(WHAT IS EXPECTED) Scan the records below for the word "Branco" and give only the number of lines that hold it.

(INPUT RECORDS)
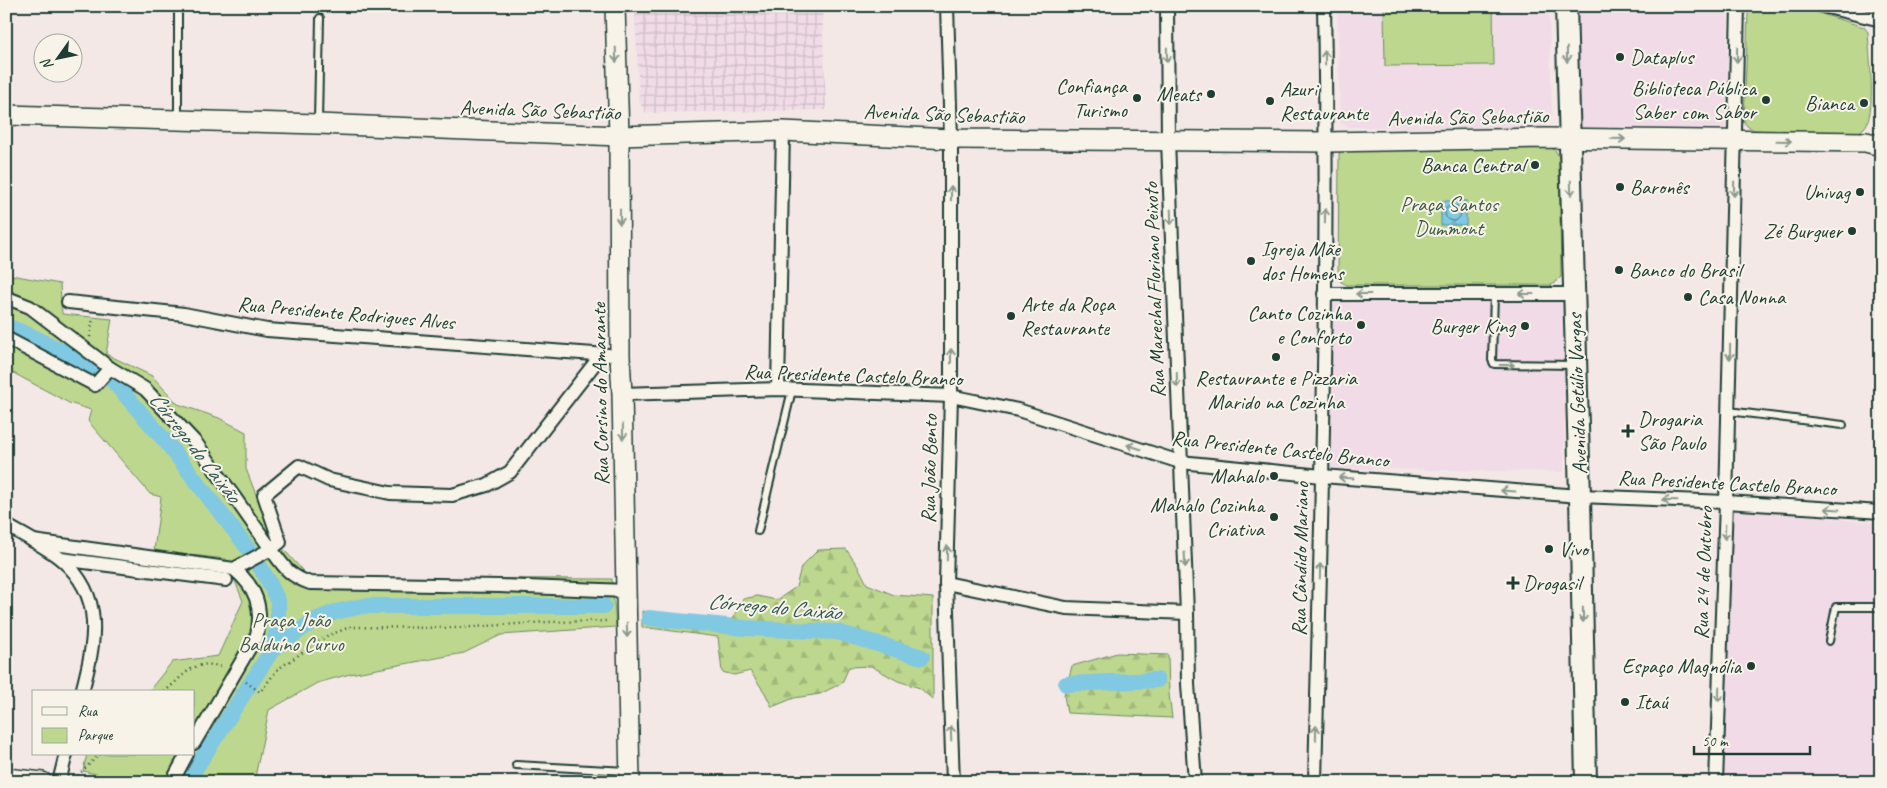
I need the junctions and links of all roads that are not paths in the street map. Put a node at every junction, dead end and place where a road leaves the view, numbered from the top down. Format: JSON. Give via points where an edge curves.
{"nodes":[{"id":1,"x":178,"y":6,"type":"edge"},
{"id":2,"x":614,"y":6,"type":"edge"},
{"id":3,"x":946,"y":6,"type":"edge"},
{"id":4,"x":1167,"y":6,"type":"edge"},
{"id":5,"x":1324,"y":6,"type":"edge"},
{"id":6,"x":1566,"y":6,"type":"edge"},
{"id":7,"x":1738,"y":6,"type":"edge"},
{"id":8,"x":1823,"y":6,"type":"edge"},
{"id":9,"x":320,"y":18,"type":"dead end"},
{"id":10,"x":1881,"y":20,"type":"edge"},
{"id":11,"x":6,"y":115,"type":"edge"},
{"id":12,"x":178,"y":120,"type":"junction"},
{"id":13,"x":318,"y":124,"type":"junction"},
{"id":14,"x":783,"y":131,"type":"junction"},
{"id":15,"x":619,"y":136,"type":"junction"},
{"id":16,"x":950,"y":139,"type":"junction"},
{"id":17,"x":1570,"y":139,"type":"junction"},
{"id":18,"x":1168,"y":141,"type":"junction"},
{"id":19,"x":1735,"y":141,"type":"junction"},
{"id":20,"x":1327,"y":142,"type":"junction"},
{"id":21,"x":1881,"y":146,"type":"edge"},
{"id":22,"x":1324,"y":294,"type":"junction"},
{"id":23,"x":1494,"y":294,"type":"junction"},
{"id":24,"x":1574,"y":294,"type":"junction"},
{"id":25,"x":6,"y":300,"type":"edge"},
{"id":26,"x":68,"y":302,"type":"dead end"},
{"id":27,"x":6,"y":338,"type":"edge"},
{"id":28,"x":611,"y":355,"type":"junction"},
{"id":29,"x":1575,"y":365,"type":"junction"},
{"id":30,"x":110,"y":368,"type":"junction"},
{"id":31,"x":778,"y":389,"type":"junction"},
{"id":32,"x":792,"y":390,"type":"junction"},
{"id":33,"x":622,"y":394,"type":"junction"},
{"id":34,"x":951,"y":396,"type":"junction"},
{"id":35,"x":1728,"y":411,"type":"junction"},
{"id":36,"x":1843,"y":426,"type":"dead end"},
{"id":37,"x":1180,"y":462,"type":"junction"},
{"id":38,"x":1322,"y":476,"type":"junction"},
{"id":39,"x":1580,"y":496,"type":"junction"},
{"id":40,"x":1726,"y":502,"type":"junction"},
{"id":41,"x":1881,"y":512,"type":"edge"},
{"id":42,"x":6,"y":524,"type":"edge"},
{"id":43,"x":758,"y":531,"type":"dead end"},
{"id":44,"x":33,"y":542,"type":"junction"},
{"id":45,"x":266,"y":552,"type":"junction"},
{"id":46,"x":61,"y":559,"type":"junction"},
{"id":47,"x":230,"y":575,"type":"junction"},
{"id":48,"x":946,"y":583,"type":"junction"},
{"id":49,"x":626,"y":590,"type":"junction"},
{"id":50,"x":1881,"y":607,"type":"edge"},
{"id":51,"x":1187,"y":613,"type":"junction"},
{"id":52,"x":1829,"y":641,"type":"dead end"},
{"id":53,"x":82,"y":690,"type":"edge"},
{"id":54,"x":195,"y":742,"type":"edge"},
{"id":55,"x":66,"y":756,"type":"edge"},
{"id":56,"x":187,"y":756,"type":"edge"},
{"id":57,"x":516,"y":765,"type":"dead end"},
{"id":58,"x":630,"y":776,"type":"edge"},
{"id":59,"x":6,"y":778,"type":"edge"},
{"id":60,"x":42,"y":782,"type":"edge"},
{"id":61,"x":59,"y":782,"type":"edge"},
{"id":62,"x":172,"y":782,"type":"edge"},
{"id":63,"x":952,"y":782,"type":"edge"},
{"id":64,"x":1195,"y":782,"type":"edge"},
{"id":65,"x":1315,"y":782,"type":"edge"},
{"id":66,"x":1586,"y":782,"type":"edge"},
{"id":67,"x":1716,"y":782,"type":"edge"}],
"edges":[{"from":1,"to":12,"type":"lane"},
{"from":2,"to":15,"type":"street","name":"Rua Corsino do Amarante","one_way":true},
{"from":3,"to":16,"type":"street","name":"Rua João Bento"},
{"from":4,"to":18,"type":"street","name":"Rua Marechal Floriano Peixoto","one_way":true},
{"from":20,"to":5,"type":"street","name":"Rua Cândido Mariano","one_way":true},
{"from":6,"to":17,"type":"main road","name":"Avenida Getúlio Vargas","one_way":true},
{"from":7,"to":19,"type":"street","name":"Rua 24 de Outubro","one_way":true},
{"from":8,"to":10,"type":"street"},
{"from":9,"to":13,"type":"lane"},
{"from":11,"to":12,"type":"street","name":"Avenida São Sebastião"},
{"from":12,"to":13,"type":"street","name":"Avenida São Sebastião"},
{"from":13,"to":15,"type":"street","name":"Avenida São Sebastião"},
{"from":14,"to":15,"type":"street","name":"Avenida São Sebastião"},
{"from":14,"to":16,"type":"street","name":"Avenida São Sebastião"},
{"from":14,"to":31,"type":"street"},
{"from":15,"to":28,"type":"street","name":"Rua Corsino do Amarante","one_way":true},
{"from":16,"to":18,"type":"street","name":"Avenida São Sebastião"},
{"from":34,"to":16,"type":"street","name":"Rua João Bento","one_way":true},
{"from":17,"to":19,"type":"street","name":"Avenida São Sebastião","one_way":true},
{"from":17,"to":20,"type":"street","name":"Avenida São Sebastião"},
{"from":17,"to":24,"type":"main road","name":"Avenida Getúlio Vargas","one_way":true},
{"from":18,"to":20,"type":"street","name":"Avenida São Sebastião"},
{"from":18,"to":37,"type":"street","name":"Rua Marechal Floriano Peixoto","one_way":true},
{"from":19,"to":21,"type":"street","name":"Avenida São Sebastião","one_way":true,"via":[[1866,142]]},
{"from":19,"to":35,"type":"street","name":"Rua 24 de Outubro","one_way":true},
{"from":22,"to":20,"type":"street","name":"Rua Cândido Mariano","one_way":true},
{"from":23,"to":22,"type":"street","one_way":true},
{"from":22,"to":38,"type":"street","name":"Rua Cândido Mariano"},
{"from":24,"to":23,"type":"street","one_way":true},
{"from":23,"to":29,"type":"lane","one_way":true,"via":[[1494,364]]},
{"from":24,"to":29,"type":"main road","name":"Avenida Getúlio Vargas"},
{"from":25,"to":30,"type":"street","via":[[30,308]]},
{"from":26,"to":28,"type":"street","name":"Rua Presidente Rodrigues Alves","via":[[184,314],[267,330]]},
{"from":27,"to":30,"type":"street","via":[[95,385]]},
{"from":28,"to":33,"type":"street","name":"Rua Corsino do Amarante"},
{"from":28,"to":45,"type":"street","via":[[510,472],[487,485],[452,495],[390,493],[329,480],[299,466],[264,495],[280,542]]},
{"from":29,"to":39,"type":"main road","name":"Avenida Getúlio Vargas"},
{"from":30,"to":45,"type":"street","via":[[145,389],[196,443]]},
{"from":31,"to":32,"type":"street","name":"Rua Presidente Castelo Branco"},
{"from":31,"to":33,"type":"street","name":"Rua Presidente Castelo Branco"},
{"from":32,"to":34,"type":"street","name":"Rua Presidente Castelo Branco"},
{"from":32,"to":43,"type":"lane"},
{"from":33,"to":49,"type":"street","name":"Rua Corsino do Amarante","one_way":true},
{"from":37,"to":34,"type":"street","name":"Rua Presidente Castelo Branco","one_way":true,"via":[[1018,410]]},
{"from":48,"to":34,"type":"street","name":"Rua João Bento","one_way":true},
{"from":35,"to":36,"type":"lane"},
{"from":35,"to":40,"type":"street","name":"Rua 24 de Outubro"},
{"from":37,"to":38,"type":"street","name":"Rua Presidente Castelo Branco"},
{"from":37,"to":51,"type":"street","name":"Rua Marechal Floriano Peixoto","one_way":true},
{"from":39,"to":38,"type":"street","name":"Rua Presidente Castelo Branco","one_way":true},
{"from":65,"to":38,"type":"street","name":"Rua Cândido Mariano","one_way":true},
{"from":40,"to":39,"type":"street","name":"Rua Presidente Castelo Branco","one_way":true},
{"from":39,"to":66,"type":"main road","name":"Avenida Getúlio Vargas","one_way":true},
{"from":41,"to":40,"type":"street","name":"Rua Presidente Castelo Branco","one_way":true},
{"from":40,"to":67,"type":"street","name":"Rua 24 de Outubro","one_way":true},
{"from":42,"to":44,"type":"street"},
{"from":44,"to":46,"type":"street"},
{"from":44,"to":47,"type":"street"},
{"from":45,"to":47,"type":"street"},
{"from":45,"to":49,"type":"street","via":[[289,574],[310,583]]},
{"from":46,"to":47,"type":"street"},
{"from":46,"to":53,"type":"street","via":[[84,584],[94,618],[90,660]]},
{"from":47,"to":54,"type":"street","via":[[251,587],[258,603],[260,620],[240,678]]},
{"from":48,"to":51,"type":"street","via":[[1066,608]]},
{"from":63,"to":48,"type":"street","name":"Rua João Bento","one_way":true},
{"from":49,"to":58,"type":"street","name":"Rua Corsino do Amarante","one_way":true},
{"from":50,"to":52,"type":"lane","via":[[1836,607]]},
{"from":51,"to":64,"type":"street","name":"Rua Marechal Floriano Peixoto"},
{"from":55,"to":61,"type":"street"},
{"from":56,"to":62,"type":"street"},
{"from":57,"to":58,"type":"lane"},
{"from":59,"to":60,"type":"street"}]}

(REPLY TO THE EXERCISE) 8